Enquanto varre a casa, lava a louça e arruma as camas, ela ouve podcasts. Entre os seus favoritos estão os de “Ilustríssima Conversa”, produzido por uma equipe de jornalistas do caderno cultural da Folha: apresenta entrevistas com autores acadêmicos e de não ficção; e “Filosofia Pop”, com professores e pesquisadores que falam sobre pensadores.

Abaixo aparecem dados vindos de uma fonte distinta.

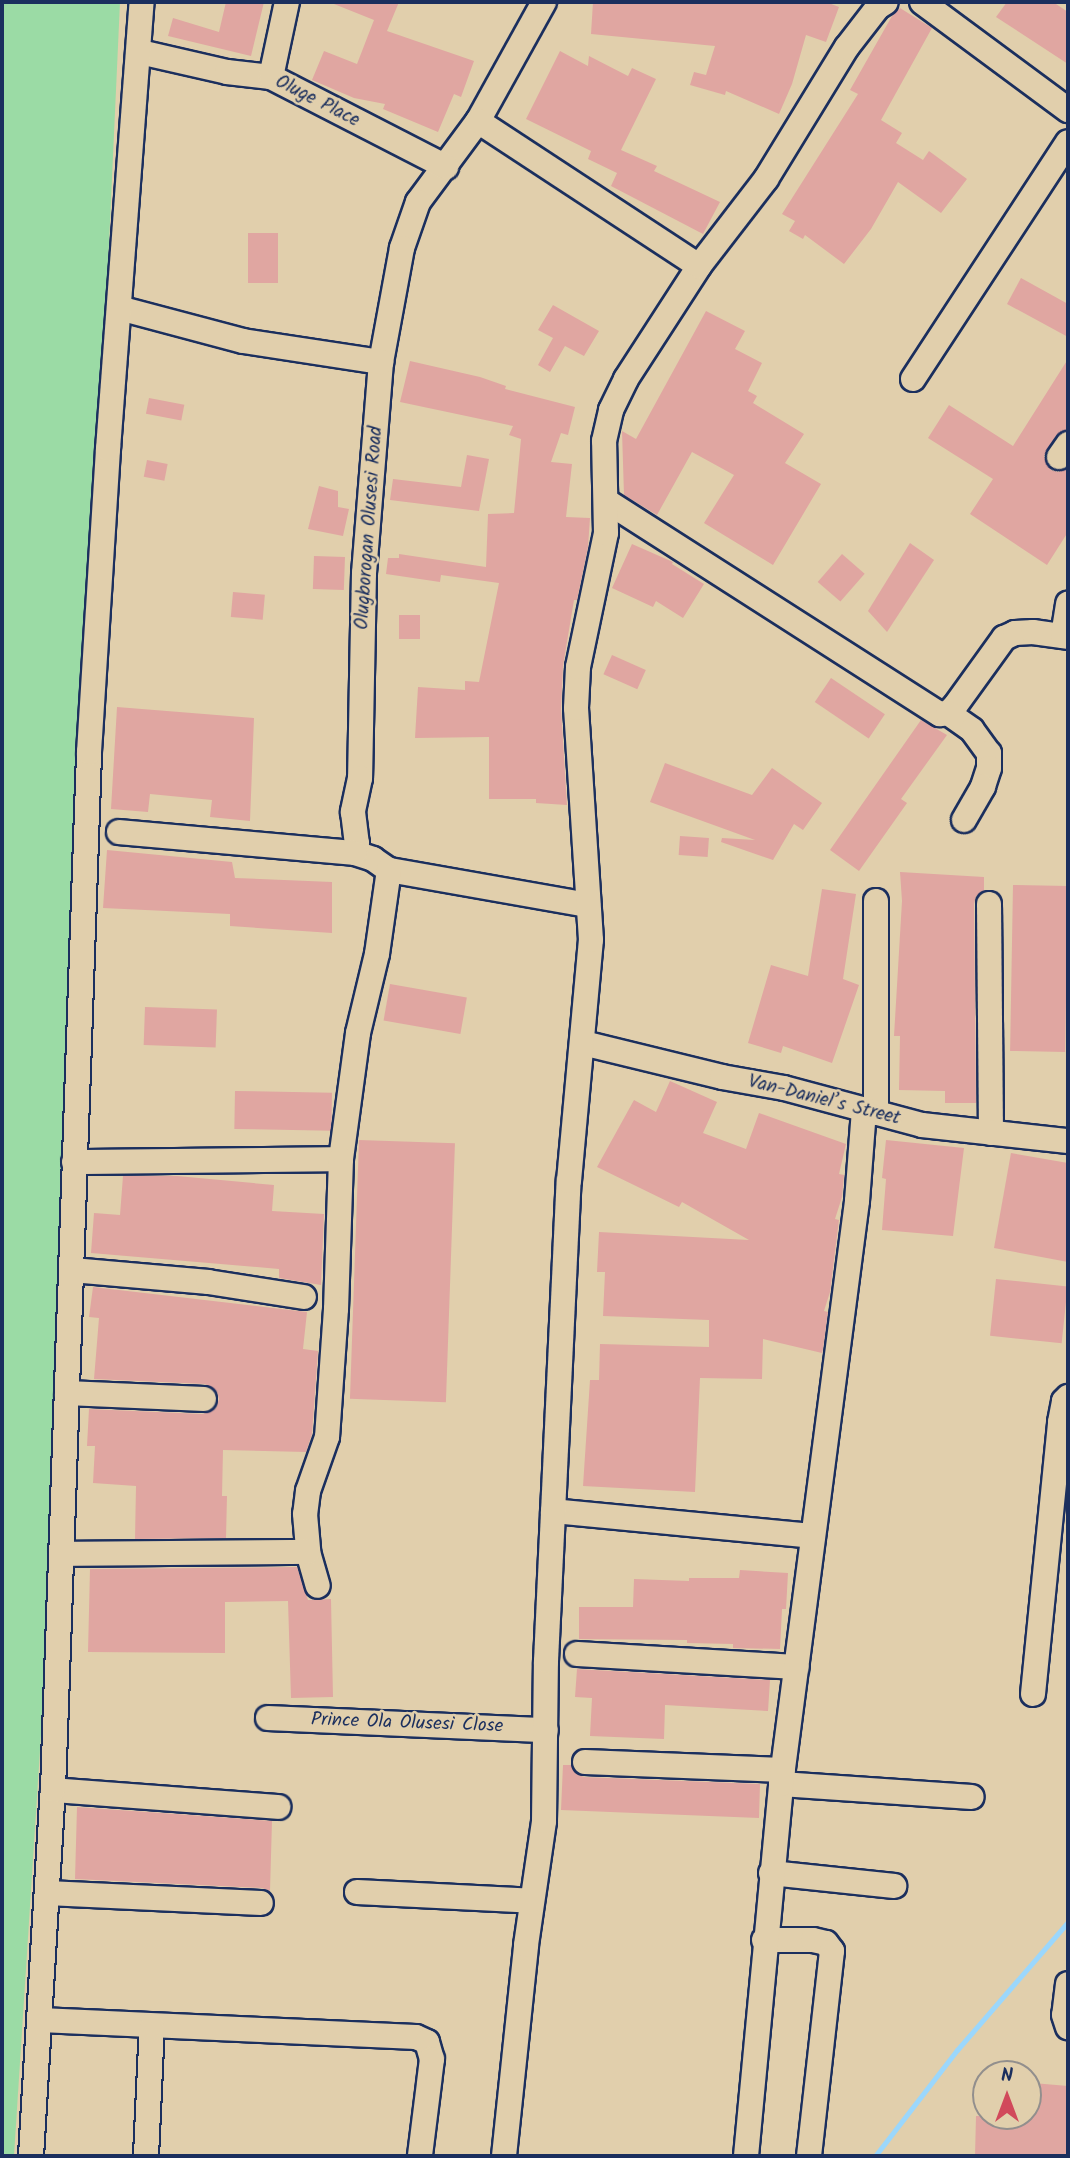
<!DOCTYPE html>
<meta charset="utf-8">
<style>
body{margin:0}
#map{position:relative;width:1070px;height:2158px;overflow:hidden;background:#e1cfac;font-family:Kalam,sans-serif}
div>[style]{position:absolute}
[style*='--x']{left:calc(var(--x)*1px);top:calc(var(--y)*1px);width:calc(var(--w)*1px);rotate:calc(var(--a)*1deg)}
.green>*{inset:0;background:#9bdba5}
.stream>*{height:5px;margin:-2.5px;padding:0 2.5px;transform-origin:2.5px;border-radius:2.5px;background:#9bd7fc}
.building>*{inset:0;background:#e0a6a1;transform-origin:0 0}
.roads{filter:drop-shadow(2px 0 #1b2f5e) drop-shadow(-2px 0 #1b2f5e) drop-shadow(0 2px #1b2f5e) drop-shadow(0 -2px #1b2f5e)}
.minor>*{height:24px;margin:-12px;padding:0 12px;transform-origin:12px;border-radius:12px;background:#e1cfac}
span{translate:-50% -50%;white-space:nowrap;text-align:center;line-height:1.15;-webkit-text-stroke:5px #e1cfac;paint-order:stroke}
.street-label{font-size:19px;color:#1b2f5e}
.frame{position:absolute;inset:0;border:4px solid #1b2f5e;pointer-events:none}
.north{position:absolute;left:972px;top:2060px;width:70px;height:70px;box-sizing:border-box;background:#e1cfac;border:2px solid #928f8d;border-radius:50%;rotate:0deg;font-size:19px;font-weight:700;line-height:28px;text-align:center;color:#1b2f5e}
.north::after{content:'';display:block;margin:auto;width:24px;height:32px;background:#d1495b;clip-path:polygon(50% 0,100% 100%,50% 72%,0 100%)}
</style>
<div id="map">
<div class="green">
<i style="clip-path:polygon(2px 2px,120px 2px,42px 1719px,14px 2156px,2px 2156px)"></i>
</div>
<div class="stream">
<i style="--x:875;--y:2156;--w:134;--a:-52.3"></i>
<i style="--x:957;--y:2050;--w:169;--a:-49.1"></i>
</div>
<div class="building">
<i style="clip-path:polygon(226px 2px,264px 2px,251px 56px,168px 36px,173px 18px,219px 32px)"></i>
<i style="clip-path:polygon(329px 2px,399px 2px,387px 31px,474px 61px,461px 97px,454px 94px,438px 132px,383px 109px,385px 104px,354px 98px,312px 80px,324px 51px,357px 64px,374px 20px)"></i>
<i style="clip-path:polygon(593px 2px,826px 2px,839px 7px,826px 42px,806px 35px,792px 84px,779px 114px,726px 91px,725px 95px,690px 85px,694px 72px,706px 75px,715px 46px,591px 34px)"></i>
<i style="clip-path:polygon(1007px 2px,1053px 2px,1068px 12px,1068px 64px,996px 17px)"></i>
<i style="clip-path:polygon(900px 8px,932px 28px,881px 120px,902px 133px,896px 143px,923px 160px,929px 151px,967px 179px,941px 213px,898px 182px,871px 229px,844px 264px,805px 235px,803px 239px,789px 231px,795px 221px,782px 214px,858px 94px,850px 90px,892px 16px)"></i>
<i style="clip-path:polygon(560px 51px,588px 66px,589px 56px,628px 76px,632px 68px,656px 79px,621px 150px,657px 166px,654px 171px,720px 202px,703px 234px,611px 186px,617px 173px,588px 159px,591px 151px,526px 119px)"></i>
<i style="left:248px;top:233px;width:30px;height:50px"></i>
<i style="clip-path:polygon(1021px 278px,1068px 304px,1068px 337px,1007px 304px)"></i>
<i style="clip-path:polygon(553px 305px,599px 331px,584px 356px,565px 346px,550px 372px,538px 365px,553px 338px,538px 330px)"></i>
<i style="clip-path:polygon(706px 311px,745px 331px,735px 349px,762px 363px,748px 391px,757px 396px,753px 403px,804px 434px,785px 463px,821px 484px,773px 565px,704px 523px,734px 475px,692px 452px,657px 515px,624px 495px,622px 431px,636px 439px)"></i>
<i style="clip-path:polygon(1068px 359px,1068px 429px,1056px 436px,1044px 456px,1051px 470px,1058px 472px,1068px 468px,1068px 532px,1047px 565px,970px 514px,993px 479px,928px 438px,949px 405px,1013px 446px)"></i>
<i style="clip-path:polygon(410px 361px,480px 377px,506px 386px,505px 389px,575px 407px,568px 435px,561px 433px,551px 462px,572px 464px,566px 517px,590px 518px,588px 547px,577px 600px,574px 600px,563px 666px,561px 709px,567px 805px,536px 803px,536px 799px,489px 799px,489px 737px,415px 738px,418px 687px,465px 690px,465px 681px,479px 682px,499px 583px,441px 575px,440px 582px,386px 574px,388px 558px,399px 558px,399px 554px,486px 567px,488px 514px,514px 513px,521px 439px,509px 435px,513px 426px,400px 402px)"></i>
<i style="left:149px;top:398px;width:36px;height:16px;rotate:11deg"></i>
<i style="clip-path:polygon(467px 455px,489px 459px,479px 511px,390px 500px,393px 479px,461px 487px)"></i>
<i style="left:147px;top:460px;width:21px;height:17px;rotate:11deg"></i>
<i style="clip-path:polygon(319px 486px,338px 491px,338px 507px,349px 509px,343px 536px,308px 529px)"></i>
<i style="clip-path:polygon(910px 543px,934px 560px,887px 632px,868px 611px)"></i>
<i style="clip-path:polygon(632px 544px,673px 562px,672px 564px,704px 584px,683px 618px,656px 601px,653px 607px,612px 588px)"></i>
<i style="left:842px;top:554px;width:30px;height:37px;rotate:41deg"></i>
<i style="left:314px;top:556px;width:31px;height:33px;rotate:2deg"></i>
<i style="left:233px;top:592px;width:32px;height:25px;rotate:5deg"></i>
<i style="left:399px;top:615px;width:21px;height:24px"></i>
<i style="left:612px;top:655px;width:37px;height:21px;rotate:24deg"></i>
<i style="left:831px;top:678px;width:65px;height:29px;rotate:34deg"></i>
<i style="clip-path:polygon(117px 707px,254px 718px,250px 821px,210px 817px,212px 800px,150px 794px,148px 812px,111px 809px)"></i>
<i style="clip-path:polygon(921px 720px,947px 735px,901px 799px,907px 803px,859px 871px,830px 850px)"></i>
<i style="clip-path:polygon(665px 763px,752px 795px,772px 768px,822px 803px,803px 830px,794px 824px,773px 860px,721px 842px,722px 838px,755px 840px,650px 802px)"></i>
<i style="left:680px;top:836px;width:29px;height:19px;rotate:4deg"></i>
<i style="clip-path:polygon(107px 850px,232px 862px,235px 878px,332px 882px,332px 933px,230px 926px,230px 914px,103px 908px)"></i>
<i style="clip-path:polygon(900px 872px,984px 877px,984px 891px,976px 896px,974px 904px,976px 1103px,945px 1103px,945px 1091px,899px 1090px,900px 1036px,894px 1036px,902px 901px)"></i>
<i style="left:1013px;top:885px;width:55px;height:166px;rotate:1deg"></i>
<i style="clip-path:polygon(822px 889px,856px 894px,843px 979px,859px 985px,832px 1063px,783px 1046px,781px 1053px,748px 1043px,771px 965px,808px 976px)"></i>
<i style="left:390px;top:984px;width:78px;height:37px;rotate:10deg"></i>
<i style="left:145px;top:1007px;width:72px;height:38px;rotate:2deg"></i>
<i style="clip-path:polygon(670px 1081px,717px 1102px,703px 1133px,746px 1149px,759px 1113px,846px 1144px,839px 1174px,844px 1175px,842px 1197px,835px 1219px,839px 1220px,830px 1292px,824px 1311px,828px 1312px,823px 1349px,822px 1353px,763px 1339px,762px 1379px,700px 1378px,695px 1492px,583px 1486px,590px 1380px,599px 1380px,600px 1344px,709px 1347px,709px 1320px,603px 1316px,605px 1272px,597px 1272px,599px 1232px,749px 1240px,682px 1202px,679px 1207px,597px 1167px,634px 1100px,656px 1112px)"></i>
<i style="left:235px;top:1091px;width:97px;height:38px;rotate:1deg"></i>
<i style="left:359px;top:1140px;width:96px;height:259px;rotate:2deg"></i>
<i style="clip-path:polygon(886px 1140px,964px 1148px,953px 1236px,882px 1230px,886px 1179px,882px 1178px)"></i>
<i style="clip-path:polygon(1011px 1153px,1068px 1163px,1068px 1262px,994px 1248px)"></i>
<i style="clip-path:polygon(123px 1176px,177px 1176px,274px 1185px,272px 1211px,324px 1214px,321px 1285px,279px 1278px,279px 1269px,91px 1253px,94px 1213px,120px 1215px)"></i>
<i style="left:996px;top:1279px;width:72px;height:57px;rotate:6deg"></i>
<i style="clip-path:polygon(93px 1287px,307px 1312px,303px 1349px,318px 1351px,312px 1434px,306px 1452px,223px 1450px,222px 1496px,227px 1496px,226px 1538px,135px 1539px,136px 1486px,93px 1483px,95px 1446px,87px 1446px,89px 1409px,203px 1414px,216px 1408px,219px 1399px,217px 1392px,205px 1384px,94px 1379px,99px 1318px,89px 1317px)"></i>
<i style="clip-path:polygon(297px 1567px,308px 1600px,331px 1599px,333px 1697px,291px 1698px,288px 1601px,225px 1602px,225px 1653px,88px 1652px,90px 1569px)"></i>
<i style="clip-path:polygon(740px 1570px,788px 1573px,786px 1609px,782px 1609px,780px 1649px,733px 1648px,733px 1644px,687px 1643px,687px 1640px,579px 1639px,579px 1607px,633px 1607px,634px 1579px,689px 1581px,689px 1578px,739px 1578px)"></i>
<i style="clip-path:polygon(577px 1669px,770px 1680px,768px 1711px,665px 1705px,664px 1739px,590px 1736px,592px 1698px,575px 1697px)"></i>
<i style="clip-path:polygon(563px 1765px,571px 1765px,577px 1774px,584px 1777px,760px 1784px,759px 1818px,561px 1810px)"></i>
<i style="clip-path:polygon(77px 1807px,272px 1821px,270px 1891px,262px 1888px,75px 1879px)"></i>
<i style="clip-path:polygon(1033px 2083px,1068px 2086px,1068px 2156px,975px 2156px,976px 2116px,1030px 2116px)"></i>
</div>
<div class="roads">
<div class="minor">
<i style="--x:544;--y:2;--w:136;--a:119"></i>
<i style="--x:478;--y:121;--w:101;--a:126.5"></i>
<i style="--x:418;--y:202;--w:49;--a:109.2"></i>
<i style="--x:402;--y:248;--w:116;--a:100.4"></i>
<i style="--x:381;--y:362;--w:212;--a:94.6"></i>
<i style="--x:364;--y:573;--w:205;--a:91.1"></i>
<i style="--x:360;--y:778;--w:35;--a:102"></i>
<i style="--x:353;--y:812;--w:31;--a:83"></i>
<i style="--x:357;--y:843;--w:10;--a:101"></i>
<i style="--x:355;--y:853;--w:19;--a:18"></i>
<i style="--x:373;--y:859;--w:19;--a:35"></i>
<i style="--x:389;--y:870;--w:202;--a:10"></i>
<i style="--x:922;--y:2;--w:182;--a:36.5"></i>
<i style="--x:140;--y:52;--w:89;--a:12.9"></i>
<i style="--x:227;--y:72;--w:44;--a:6.5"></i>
<i style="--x:271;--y:77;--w:197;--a:27.2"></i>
<i style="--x:271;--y:77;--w:77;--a:-78"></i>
<i style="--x:478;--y:121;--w:264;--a:33.3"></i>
<i style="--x:119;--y:308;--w:128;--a:14.9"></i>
<i style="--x:243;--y:341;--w:140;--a:8.7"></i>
<i style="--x:913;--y:379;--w:283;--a:-56.8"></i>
<i style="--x:1059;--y:457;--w:16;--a:-55"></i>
<i style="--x:608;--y:502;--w:394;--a:32.6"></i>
<i style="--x:940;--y:714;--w:8;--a:-7"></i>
<i style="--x:948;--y:713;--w:10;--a:-45"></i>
<i style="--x:955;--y:706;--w:84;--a:-54.2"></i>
<i style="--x:1004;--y:638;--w:12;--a:-24"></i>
<i style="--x:1015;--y:633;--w:18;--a:-3"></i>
<i style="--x:1033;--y:632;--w:35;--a:8"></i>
<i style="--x:1063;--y:636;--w:33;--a:-81"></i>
<i style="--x:948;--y:713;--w:29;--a:35"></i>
<i style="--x:972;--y:730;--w:29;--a:54"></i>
<i style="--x:989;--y:753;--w:15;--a:90"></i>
<i style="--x:989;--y:768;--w:20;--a:108"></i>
<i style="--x:983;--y:787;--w:38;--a:120"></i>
<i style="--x:119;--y:832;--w:237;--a:5.1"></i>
<i style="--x:876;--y:901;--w:212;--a:90"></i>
<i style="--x:989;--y:904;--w:229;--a:89.5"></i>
<i style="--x:583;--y:1043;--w:143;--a:13.7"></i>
<i style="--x:722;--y:1077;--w:63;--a:10.1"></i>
<i style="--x:784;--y:1088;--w:143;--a:15"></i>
<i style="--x:922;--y:1125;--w:147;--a:6.3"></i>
<i style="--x:341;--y:1159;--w:127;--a:-82.3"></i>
<i style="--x:358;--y:1033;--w:81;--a:-76.5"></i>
<i style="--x:377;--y:954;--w:85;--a:-81.9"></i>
<i style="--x:74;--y:1162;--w:267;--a:-0.6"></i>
<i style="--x:341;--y:1159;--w:150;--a:91.9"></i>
<i style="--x:336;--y:1309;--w:128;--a:94"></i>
<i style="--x:327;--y:1437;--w:57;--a:109.4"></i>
<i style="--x:308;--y:1491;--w:23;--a:97"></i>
<i style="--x:305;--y:1514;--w:38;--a:85"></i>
<i style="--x:308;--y:1552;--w:35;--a:74"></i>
<i style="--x:72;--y:1270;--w:137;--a:5"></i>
<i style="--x:208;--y:1282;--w:97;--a:8.9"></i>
<i style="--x:67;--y:1393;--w:137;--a:2.5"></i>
<i style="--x:553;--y:1511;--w:261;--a:5.5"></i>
<i style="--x:61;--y:1554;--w:247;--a:-0.5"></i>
<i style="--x:577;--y:1654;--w:220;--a:3.4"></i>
<i style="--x:1033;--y:1694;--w:273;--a:-84.3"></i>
<i style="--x:1060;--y:1422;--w:21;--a:-79"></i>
<i style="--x:1064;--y:1401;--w:6;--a:-45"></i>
<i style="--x:268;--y:1718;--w:278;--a:2.5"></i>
<i style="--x:585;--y:1762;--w:198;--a:2.3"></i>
<i style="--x:781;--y:1784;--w:191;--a:3.9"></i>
<i style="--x:53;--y:1790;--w:226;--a:4.3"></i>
<i style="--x:771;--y:1873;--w:124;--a:6"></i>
<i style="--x:357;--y:1892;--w:175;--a:2.9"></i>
<i style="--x:47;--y:1893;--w:214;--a:2.7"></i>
<i style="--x:764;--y:1940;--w:49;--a:0"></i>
<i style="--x:813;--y:1940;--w:13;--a:13"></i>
<i style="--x:826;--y:1943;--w:10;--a:53"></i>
<i style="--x:832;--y:1951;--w:206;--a:96.4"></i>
<i style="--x:1068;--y:1984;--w:31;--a:97"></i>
<i style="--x:1064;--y:2015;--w:13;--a:72"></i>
<i style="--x:40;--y:2020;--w:376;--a:2.6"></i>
<i style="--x:416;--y:2037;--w:12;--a:24"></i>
<i style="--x:427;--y:2042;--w:18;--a:74"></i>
<i style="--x:432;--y:2059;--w:98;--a:97.1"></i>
<i style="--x:31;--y:2156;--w:367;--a:-86.6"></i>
<i style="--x:53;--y:1790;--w:1039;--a:-88.01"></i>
<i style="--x:89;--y:752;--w:304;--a:-86.4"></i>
<i style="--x:108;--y:449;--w:448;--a:-85.7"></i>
<i style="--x:146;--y:2156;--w:130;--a:-87.4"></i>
<i style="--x:504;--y:2156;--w:212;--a:-84"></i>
<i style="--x:526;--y:1945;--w:125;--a:-81.7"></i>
<i style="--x:544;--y:1821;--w:160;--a:-89.3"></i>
<i style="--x:546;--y:1661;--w:481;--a:-87.3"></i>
<i style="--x:569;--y:1181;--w:242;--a:-84.8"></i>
<i style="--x:591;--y:940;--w:232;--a:-93.7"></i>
<i style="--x:576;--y:708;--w:41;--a:-87.2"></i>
<i style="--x:578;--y:667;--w:137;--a:-78.2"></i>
<i style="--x:606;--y:533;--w:92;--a:-91.2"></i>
<i style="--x:604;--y:441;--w:32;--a:-77"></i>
<i style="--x:611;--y:410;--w:34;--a:-64"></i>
<i style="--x:626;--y:379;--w:135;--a:-57.1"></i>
<i style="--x:699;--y:266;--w:110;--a:-52.4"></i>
<i style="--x:766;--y:179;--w:155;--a:-58.5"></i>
<i style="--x:847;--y:47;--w:51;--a:-52.2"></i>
<i style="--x:878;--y:7;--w:9;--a:-32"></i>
<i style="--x:746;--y:2156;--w:374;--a:-84.6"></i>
<i style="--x:781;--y:1784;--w:588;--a:-82.57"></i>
<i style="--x:857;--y:1201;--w:91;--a:-85.6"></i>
</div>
</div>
<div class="street-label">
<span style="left:317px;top:102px;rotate:27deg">Oluge Place</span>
<span style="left:370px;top:528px;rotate:-86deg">Olugborogan Olusesi Road</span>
<span style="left:824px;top:1101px;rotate:14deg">Van-Daniel’s Street</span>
<span style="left:407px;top:1724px;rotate:2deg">Prince Ola Olusesi Close</span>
</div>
<div class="frame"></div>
<div class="north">N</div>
</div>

Rápida, focada, amigável, Fernanda explica a importância de ouvir a pesquisadora Sabrina Fernandes falando sobre o filósofo alemão Karl Marx (1918-1983), autor de “O Capital” e “O Manifesto Comunista”, durante a tarefa doméstica. Diz que é uma forma de realizar a própria “práxis” de que fala Marx em sua obra. “Se você trabalha munido de informação, sabe o valor do que está fazendo. Teoria e prática caminham juntas. Caso contrário, eu seria uma faxineira que apenas faz a faxina”, diz ela. Trata-se da famigerada “transformação das circunstâncias com a atividade humana”.
Aborto masculino
Durante a entrevista, ela toma um cafezinho, mas não aceita nenhum doce porque diz que exagerou no dia de seu aniversário — comemorado no fim de semana. “Comi muito bolo (prestígio)”, contar. Ao posar para a foto, na livraria do shopping, escolhe para acompanhá-la uma obra do educador Paulo Freire. Fernanda é de Guarulhos, na região metropolitana de São Paulo, mora na zona leste e foi criada apenas pela mãe. “Houve um aborto masculino”, diz ela, referindo-se ao abandono da família pelo pai. Tem uma irmã dez anos mais velha, filha de sua mãe com o primeiro parceiro
Apesar de, por ora, privilegiar a faxina, Fernanda diz que pretende cumprir os quatro estágios obrigatórios — “educação infantil”, “ensino fundamental”, “educação de jovens e adultos”, e “gestão” — e chegar ao fim do curso. Até lá, ela se ocupa de projetos como o de “remissão prisional via leitura”, em que trabalha com detentos da Penitenciária Parada Neto 1, de Guarulhos; e repensa permanentemente em “um modelo de ensino que faça sentido”. “A gente trata educação com apostila. Isso não pode levar a um conhecimento satisfatório de nada.”
Embora sofra com crises de incerteza relacionadas à educação, ela diz que não houve nada que a decepcionasse a ponto de fazer desistir. “Precisa ser algo muito forte. A gente ainda vai patinar muito nesse governo, mas eu sou dura na queda. Até agora, a terapia tem ajudado a dar conta”, diz. Terapia paga com a faxina.